For the data below, the lines that hold "road" should be counted; only the resulting number is expected.

··· Data provided ···

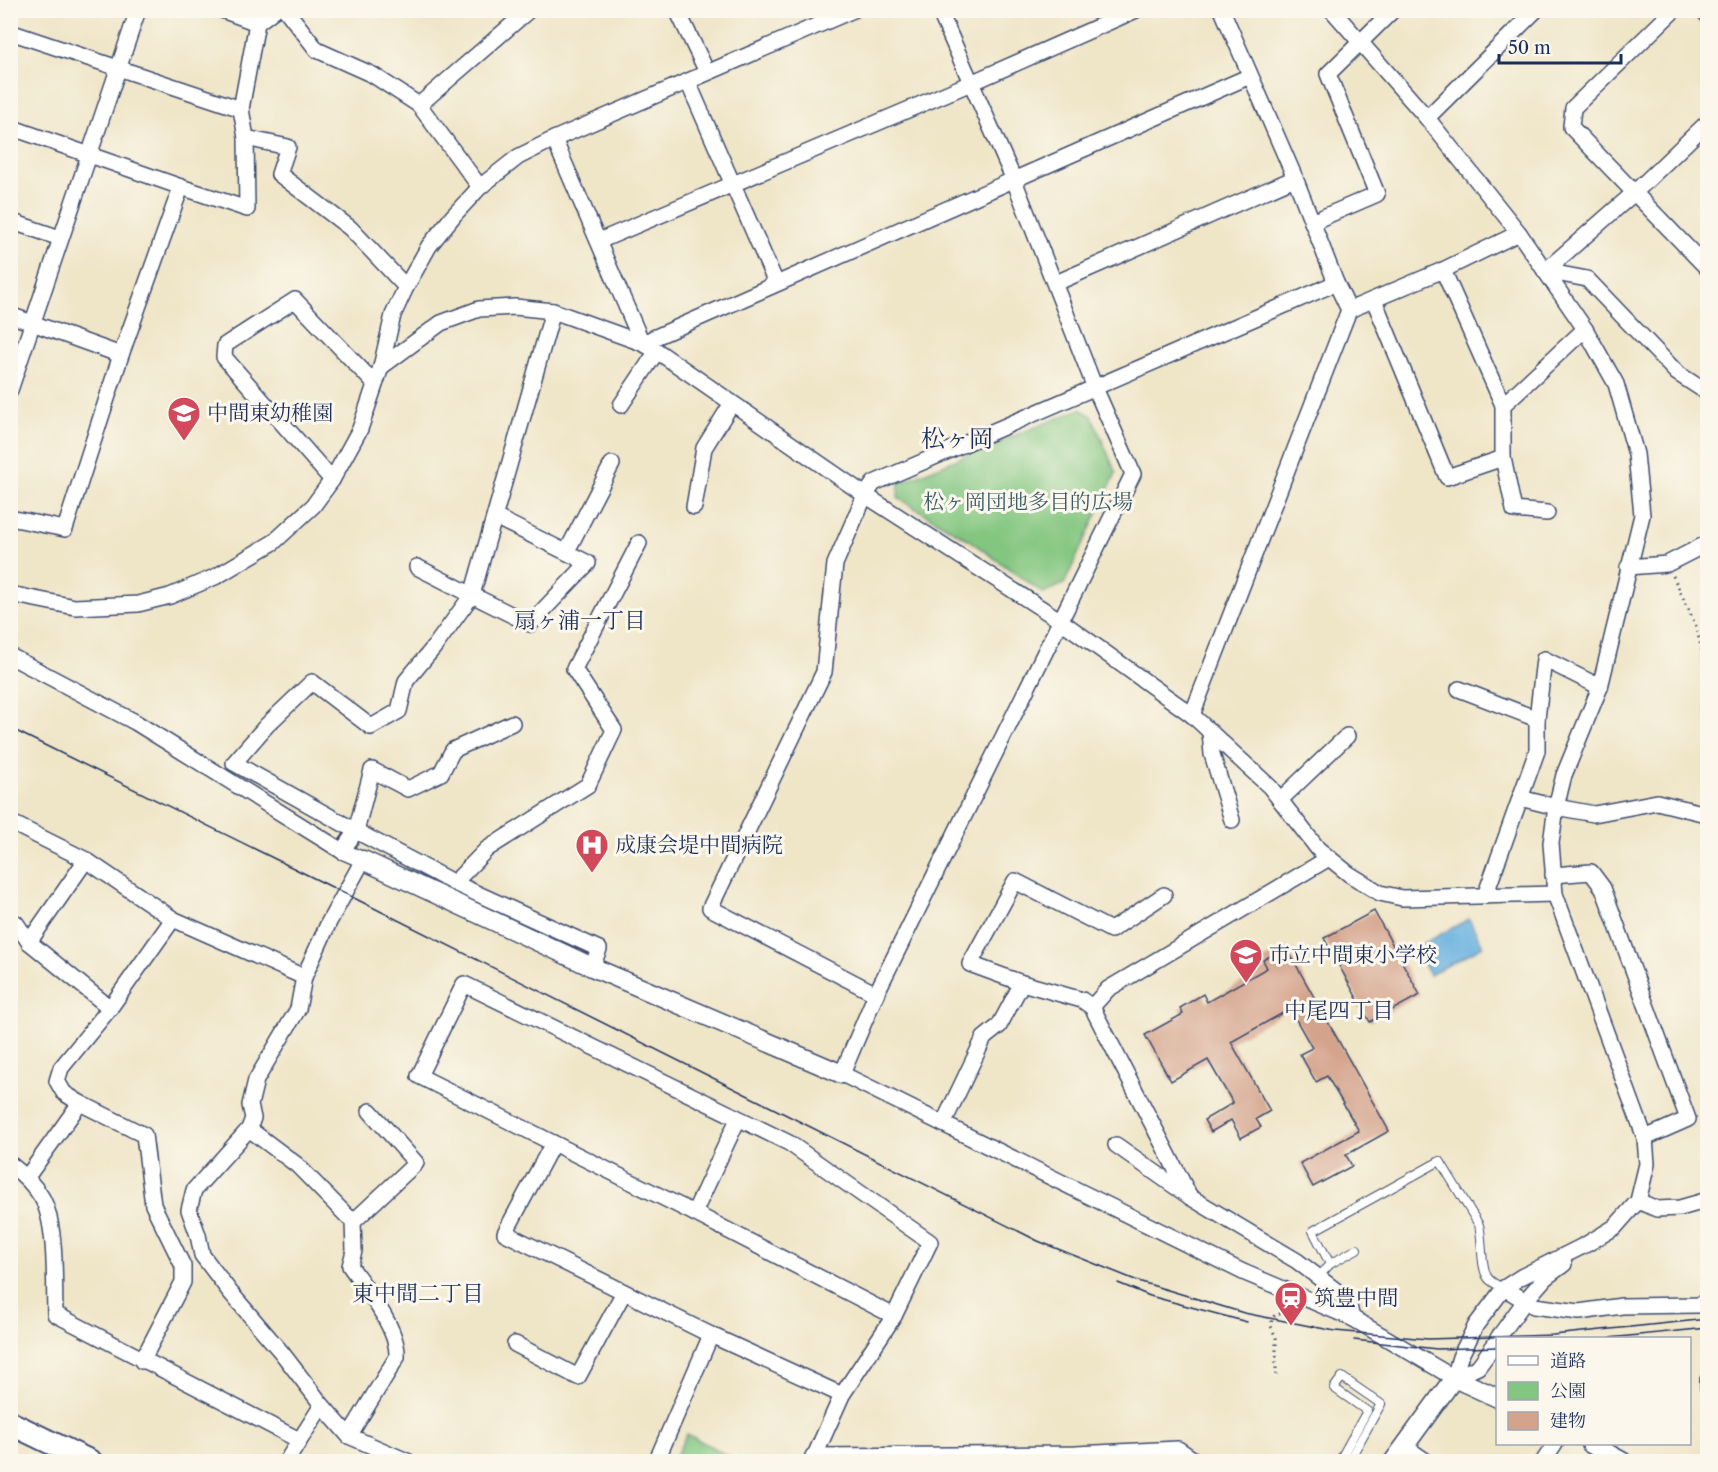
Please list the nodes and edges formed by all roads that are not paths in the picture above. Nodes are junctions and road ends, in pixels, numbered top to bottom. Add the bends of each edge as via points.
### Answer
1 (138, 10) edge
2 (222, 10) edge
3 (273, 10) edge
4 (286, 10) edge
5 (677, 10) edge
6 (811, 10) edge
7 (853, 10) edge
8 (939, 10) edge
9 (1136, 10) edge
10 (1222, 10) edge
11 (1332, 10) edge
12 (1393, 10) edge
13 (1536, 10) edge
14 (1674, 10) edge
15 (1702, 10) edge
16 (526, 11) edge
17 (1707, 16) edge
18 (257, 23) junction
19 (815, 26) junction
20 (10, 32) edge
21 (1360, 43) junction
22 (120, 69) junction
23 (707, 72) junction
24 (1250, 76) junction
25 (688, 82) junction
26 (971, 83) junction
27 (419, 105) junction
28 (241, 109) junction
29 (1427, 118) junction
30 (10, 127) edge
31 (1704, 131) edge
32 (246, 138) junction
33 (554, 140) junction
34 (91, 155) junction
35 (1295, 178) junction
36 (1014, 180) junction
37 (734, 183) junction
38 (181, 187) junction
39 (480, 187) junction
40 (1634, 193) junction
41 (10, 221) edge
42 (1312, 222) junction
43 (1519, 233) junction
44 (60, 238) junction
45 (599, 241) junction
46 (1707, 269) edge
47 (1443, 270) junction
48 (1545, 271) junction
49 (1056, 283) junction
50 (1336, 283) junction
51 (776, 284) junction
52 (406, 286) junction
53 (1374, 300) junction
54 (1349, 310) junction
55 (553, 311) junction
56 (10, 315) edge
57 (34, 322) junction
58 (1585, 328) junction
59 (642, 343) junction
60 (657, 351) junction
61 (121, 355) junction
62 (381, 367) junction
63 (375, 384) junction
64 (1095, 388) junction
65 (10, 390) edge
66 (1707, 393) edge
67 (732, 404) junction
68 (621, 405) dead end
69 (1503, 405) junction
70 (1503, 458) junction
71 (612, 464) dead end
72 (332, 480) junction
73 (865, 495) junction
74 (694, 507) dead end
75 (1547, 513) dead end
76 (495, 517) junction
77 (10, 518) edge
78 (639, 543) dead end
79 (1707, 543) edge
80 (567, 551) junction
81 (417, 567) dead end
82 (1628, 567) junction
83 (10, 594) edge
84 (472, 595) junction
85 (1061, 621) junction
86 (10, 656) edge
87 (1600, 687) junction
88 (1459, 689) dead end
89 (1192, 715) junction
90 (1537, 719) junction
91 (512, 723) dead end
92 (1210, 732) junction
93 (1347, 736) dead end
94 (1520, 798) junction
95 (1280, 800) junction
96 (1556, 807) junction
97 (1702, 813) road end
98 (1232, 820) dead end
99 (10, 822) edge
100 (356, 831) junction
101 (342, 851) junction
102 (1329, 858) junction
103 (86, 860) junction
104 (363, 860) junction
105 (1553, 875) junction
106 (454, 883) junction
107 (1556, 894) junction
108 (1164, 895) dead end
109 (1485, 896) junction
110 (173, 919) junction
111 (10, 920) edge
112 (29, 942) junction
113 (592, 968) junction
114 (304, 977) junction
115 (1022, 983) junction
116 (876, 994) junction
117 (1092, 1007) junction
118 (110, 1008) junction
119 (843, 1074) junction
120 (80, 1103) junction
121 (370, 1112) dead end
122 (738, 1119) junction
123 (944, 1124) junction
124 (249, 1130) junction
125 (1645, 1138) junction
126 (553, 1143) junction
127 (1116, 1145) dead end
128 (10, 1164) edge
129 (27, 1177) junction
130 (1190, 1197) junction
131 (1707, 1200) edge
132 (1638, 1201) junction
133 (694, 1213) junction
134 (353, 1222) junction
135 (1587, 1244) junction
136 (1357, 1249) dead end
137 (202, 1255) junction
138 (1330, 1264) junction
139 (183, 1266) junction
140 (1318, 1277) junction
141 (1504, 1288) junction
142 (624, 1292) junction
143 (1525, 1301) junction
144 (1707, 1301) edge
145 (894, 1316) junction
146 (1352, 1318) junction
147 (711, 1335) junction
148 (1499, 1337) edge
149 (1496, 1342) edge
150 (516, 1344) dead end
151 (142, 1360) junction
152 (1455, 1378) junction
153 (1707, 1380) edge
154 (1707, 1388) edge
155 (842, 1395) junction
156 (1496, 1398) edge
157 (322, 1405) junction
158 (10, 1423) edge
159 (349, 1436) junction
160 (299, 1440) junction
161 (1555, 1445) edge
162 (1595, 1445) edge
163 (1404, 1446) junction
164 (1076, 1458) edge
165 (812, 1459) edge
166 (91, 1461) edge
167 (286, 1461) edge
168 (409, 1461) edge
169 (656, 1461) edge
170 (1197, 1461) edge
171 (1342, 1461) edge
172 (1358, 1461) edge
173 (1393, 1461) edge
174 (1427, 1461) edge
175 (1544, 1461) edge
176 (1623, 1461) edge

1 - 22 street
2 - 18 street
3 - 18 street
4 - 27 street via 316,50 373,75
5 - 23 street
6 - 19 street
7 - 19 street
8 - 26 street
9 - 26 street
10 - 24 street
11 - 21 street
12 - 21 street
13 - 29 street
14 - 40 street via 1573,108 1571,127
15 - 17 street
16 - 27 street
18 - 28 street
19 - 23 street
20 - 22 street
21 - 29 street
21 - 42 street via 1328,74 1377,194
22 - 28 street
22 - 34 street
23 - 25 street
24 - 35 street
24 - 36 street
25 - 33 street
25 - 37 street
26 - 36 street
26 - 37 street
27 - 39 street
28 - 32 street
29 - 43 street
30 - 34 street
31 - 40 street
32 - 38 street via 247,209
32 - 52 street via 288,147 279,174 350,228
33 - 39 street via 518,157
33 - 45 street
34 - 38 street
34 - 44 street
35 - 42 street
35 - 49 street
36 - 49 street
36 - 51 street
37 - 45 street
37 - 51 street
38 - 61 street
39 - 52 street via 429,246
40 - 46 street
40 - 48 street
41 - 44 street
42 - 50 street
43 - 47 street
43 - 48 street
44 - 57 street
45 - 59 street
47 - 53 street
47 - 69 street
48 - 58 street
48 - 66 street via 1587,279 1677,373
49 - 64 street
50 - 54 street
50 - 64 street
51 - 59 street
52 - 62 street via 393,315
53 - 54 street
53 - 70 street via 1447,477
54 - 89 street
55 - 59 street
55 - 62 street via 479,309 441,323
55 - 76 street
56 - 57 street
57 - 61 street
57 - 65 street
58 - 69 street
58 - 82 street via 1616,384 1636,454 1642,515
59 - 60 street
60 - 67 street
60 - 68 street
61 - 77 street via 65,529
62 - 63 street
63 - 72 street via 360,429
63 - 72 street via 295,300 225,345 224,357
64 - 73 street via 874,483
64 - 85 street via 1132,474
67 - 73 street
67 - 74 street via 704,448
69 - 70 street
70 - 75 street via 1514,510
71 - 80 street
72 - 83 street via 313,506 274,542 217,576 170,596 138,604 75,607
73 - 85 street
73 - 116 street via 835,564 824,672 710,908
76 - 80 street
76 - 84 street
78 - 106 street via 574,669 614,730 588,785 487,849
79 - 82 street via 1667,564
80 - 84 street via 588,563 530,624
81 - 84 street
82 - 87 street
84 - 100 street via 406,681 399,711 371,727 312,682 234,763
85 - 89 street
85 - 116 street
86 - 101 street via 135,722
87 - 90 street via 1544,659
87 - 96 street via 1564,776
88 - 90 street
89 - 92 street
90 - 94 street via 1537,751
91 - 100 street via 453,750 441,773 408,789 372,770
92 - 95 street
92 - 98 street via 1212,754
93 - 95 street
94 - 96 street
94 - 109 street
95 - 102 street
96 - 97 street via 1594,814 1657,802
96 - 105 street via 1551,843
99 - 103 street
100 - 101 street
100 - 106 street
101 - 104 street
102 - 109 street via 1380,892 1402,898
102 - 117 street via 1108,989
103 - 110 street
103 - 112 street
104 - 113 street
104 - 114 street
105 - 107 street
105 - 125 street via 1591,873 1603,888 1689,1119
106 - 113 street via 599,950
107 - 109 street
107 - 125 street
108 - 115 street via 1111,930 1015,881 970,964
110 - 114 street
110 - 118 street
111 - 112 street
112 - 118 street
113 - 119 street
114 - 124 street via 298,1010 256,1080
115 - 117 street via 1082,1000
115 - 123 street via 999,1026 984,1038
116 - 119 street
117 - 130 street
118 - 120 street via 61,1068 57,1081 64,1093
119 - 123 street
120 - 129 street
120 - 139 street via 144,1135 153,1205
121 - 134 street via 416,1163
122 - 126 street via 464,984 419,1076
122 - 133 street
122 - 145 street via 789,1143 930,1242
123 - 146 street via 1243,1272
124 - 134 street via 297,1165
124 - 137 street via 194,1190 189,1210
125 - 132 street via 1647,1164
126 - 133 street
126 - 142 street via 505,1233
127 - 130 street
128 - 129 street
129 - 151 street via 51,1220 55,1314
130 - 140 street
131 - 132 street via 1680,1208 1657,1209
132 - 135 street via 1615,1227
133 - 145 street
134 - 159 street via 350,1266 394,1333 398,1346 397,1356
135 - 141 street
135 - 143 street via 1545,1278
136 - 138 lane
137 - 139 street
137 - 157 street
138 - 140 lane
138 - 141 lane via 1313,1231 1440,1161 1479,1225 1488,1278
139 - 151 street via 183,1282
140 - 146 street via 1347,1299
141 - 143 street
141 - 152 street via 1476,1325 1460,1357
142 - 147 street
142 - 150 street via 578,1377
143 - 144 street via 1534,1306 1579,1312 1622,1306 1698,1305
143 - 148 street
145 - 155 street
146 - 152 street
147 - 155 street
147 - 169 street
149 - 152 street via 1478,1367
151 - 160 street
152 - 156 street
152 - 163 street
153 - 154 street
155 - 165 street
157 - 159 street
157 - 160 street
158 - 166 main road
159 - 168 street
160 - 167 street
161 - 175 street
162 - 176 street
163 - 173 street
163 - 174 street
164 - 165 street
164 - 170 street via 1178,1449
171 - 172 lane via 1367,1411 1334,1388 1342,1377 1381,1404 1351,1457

···

*Answer section*
3